When I was little it would come to me like a mysterious invisible monster. Usually when I was dozing off to sleep, alone with my thoughts in quiet, the thumping got louder and louder. The monster drew closer. It was closing in on me, and when I felt that it would in fact become lifelike – that I could reach out and touch it, or worse yet, it could touch me – there were only two things that helped: screaming or telling someone.
Screaming was easy, but telling was the hard part. How do you put into words something that you don’t have a word for? It is this thing. Well…it is more of a feeling. It is big. It gets louder and louder and stronger and stronger. I can’t get away from it. What I didn’t tell anyone was: When it comes, I feel extremely lonely, scared, and worried. Actually, when I feel lonely, scared, and worried it comes. I’m afraid I will never be able to make it go away. I am afraid it will eat me up. The monster in that form eventually retreated, but over the years, it would morph itself into many different shapes. It wasn’t until years later that I realized that the thumping was my heart, and the monster had a name: Anxiety. How could this be? I could have sworn it was a monster. It felt so real.
Knowing it had a name was reassuring (no one is actually going to eat me up; other people have invisible monsters as well) yet frightening (the mind is a powerful force that can play tricks on me). More than anything, I wondered: Will I always feel this way? The answer was both yes and no. Yes, there would always be a tendency for my mind to wander, to feel the pangs of panic that are the precursor to the thumping, but no, I wouldn’t have to go to that place if I chose not to. I could, the challenge became, recognize what was happening and shut the door, at least partially, on the monster. Over time, I have learned many different techniques to manage my anxiety, and I have grown in the knowledge and confidence that just because anxiety slips in every now and then doesn’t mean that it has to be the captain of my ship. When it comes to anxiety, I remind myself that:
It can be there, but it doesn’t have to be the center of attention.

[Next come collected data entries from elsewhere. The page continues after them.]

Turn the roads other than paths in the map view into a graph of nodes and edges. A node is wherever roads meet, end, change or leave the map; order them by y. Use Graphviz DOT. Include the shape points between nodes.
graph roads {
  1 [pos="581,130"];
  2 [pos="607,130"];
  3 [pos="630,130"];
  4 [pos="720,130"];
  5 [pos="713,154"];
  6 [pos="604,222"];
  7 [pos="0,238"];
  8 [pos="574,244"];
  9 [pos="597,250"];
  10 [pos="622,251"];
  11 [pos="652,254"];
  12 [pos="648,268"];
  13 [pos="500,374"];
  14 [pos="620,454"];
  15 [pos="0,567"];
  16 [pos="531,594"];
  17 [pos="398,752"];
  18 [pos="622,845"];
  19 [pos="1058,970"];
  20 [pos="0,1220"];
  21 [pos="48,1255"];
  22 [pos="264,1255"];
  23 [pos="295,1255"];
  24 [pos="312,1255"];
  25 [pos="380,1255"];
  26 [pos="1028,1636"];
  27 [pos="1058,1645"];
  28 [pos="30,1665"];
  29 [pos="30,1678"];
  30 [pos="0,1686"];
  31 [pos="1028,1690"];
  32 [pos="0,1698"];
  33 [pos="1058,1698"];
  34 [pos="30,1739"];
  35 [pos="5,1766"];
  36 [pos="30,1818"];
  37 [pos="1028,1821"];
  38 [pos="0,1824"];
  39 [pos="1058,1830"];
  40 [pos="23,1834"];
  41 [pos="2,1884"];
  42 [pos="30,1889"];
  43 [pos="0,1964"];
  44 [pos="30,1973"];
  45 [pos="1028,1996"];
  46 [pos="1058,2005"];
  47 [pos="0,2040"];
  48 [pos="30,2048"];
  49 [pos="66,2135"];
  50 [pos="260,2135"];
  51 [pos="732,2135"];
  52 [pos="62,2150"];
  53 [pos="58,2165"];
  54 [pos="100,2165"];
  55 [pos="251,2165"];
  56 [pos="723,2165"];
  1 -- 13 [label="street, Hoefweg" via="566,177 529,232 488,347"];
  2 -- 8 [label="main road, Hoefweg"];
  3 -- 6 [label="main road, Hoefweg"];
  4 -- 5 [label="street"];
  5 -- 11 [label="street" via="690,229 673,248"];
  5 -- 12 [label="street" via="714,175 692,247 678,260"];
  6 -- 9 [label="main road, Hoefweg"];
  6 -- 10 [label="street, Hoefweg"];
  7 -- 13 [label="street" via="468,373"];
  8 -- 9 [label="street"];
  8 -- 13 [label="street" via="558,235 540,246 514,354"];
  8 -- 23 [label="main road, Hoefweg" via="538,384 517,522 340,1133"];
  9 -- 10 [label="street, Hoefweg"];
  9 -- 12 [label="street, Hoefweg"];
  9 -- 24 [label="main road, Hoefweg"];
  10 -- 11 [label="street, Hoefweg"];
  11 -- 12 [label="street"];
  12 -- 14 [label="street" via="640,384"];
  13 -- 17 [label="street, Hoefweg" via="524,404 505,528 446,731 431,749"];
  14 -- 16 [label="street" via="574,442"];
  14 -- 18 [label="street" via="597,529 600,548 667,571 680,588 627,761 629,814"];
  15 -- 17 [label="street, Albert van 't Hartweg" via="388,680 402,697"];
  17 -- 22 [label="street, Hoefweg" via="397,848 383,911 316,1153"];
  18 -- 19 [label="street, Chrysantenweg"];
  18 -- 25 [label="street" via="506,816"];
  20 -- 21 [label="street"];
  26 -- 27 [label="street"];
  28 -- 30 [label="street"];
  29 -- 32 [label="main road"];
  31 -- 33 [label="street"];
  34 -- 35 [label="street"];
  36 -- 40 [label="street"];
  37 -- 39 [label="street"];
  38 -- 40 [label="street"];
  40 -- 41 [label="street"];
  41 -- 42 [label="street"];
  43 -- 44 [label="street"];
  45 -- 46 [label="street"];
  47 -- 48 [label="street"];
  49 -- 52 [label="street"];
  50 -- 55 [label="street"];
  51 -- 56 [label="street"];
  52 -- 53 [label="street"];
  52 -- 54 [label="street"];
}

It doesn’t have to steal the show.
It can’t tell me what I can do or what I can’t do.
It can’t hold me back.
It can’t stop me from going places.
It can’t keep me from breathing.
It can’t stop me from dreaming.
It can’t consume me.
My invisible monster, it turned out, could be tamed. Actually, it longed to be tamed. It was waiting for so many years for me to tell it what to do.
You can do this.
You are brave.
You aren’t alone.
You are normal.
You deserve to be here.
You will figure it out.
You will be okay.
You ARE okay.
I look at things differently now. I’m not slaying a beast, but rather educating a strong-willed invisible monster of sorts. I should correct myself… it doesn’t like being called a monster because it isn’t trying to be scary. That’s just how I used to see it, but we’ve been together for a long time now. Hey, Anxiety, now that I know you by name, now that you respect my space and give me the freedom to be who I am and make my own choices, what do you say we call it a day and be friends?
Actually, on second thought, that’s not a question. That’s me telling you. That’s me telling you.